At least six Petrotrin employees now face internal and police investigations for alleged involvement in the oil company’s fake oil scandal.
A Petrotrin source revealed to Sunday Newsday that this investigation could begin in a matter of days. This comes after the recent Petrotrin audit which has pointed fingers to a number of the company’s employees for alleged involvement in action which saw crude oil supplies from a private lease operator to the Pointe-a-Pierre refinery shot up from 28,628 barrels, to 111,006 barrels in ten months, resulting in the company having to pay close to $100 million for crude it never received.
A senior Petrotrin employee confirmed to Sunday Newsday that reference was made in the company’s Internal Audit Department Memorandum to the refusal by a number of employees to cooperate in the company’s investigations. In fact, the report stated those particular employees were more intent on seeking the interests of the private lease operator, rather than the interest of Petrotrin.
“The statement is a damning one against our employees in which they facilitated the overstating of crude production from the Catshill Field, which resulted in Petrotrin having to overpay the operator to the tune of US$11.5 million. I’m sure it would be investigated,” the Petrotrin source said.
The source also disclosed that a senior Petrotrin employee who was responsible for managing an inventory and keeping the record of crude oil from a particular land field, and who was featured prominently in the report as the mastermind in the “fake oil” deals, remained in the company’s employ up to yesterday.
“You have to remember that this is a preliminary report (audit). We will now have an investigation,” said the Petrotrin source. Former attorney general Ramesh Lawrence Maharaj has since issued a pre-action protocol letter to Petrotrin seeking damages for defamation and approximately $45 million from the State-owned company, for monies owing to the private lease operator for crude oil supplied to the refinery for June and July.
Regarding the senior employee’s alleged involvement in a conspiracy allegedly facilitating the hiking of the volume of crude supplied from the private lease operator to the refinery, the report stated that GPS records showed there were times when the senior Petrotrin (name stated) employee was not present at the Catshill location when the “fiscalisation” was being done. (Fiscalisation is the process of configuring the appropriate devices to enable them to record sales and other tax information).
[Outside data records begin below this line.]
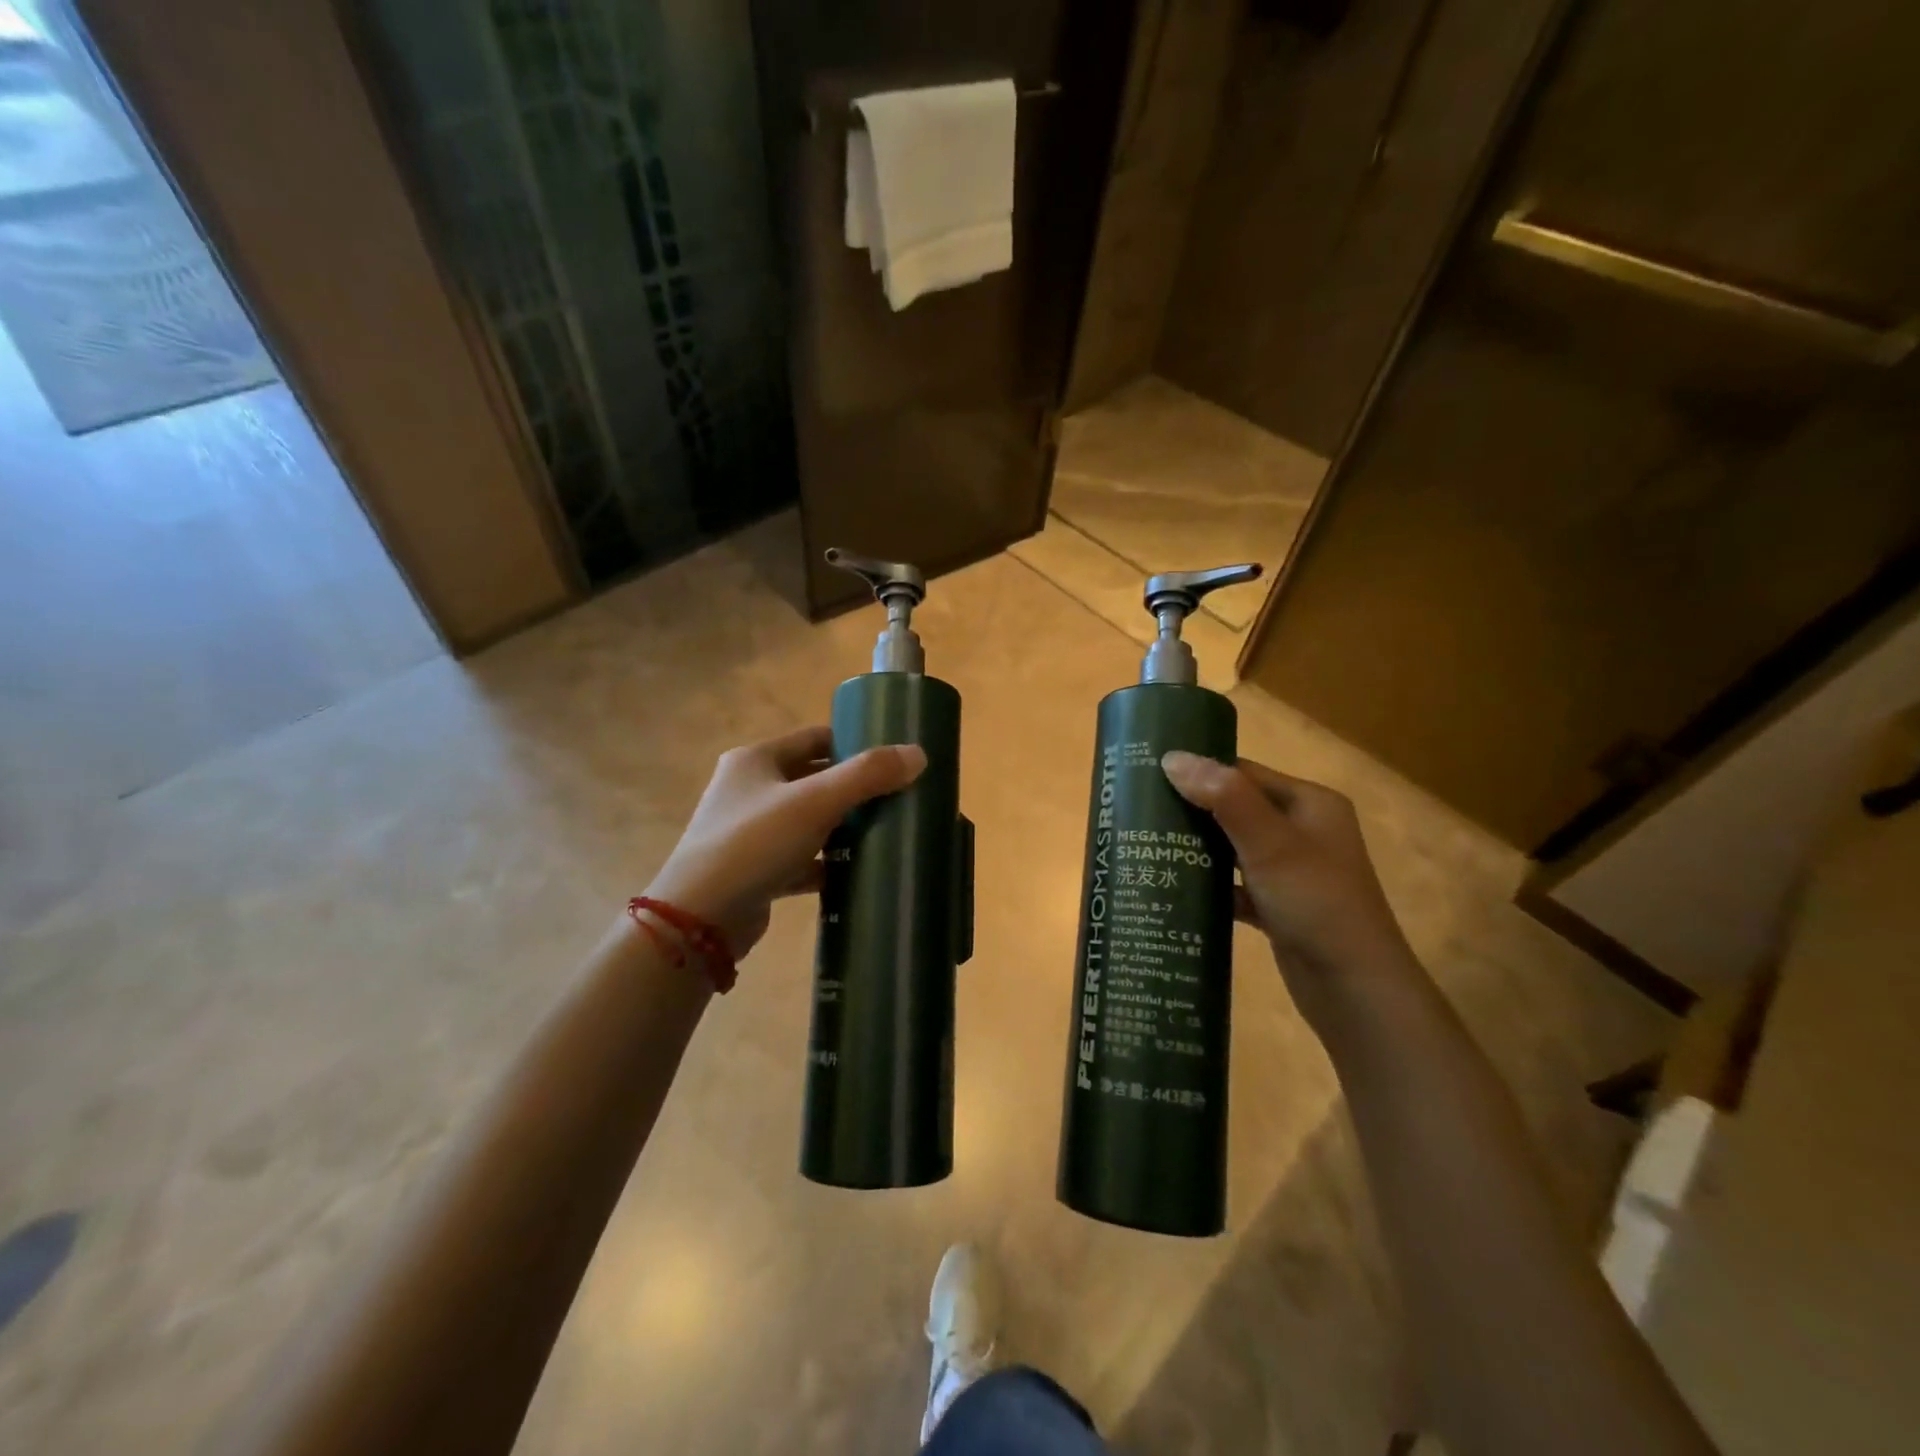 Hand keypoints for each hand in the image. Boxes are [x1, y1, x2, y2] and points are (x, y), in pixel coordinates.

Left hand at [646, 726, 926, 959]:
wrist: (700, 918)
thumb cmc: (754, 843)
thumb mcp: (815, 802)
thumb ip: (867, 775)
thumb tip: (918, 754)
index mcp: (755, 760)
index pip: (813, 738)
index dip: (851, 742)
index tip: (890, 756)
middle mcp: (748, 790)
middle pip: (811, 779)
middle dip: (851, 788)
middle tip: (895, 796)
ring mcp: (748, 832)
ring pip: (806, 821)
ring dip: (840, 826)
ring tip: (883, 832)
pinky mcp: (754, 870)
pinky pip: (799, 858)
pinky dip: (825, 863)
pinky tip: (855, 872)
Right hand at [1161, 751, 1418, 1013]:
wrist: (1355, 991)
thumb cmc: (1317, 903)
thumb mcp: (1270, 844)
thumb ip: (1224, 798)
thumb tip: (1172, 757)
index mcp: (1310, 804)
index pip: (1244, 773)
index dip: (1199, 769)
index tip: (1149, 772)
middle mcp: (1303, 831)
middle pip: (1236, 808)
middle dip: (1191, 809)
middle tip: (1138, 808)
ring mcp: (1290, 871)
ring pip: (1232, 847)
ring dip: (1196, 847)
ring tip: (1145, 842)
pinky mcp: (1277, 906)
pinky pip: (1234, 884)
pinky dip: (1208, 884)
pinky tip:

A sales ticket or receipt was then issued to the lease operator for the crude oil supplied. But the Petrotrin audit report went on to state th at the employee was absent and did not witness the taking of the level of the oil brought to the refinery. The employee signed the ticket. It meant therefore, that the employee accepted the figures representing the volume of oil presented to the refinery that was specified by the lease operator.
The report stated, “There were also cases where (named stated) was present for very short periods of time when high gauges were being taken and therefore could not have been present for the entire fiscalisation process which, if done properly, can take at least 30 minutes.”
The report made the damning assertion of collusion with the lease operator stating the employee was a regular visitor to the former’s head office, “although his job did not require him to do so”. The report concluded that there was wilful misconduct on the part of the employee while executing his duties during the period January to June. The employee was eventually removed from fiscally measuring the production of crude from the Catshill’s field in July.
However, the audit report declared that upon the employee’s removal, the crude production of the lease operator in question, “seemed to have a debilitating and paralysing effect on the operator’s production”. The report itemised the production levels and stated in part in the context of the employee’s removal, “that the reported fiscal production at Catshill decreased significantly as shown”.
The report then went on to describe the action of overstating the oil supplies as a fraud in which the State-owned oil company, already indebted to the tune of billions of dollars to the Treasury, had to pay the private lease operator for oil not produced.
In one instance when production was overstated by about 90,000 barrels, Petrotrin overpaid the lease operator US$2.97 million, the audit report stated.
The consequence was that Petrotrin paid the government US$1.86 million in royalties on crude that was not received at Pointe-a-Pierre. According to the report, Petrotrin has now earned the reputation of overstating its crude oil production and the company stands guilty of sending inaccurate well test and production information to the Ministry of Energy.
The report went on to state that Petrotrin was at loggerheads to pinpoint a general problem in managing its lease-out fields, describing an aspect of the management of that particular sector as having a laissez-faire attitude in trying to determine the reasons for persistent shortages of crude from its’ fields.
And in the Catshill field in particular, the report stated there was poor management “and lack of due diligence.” It allowed, what the report described as a fraud, to continue unabated.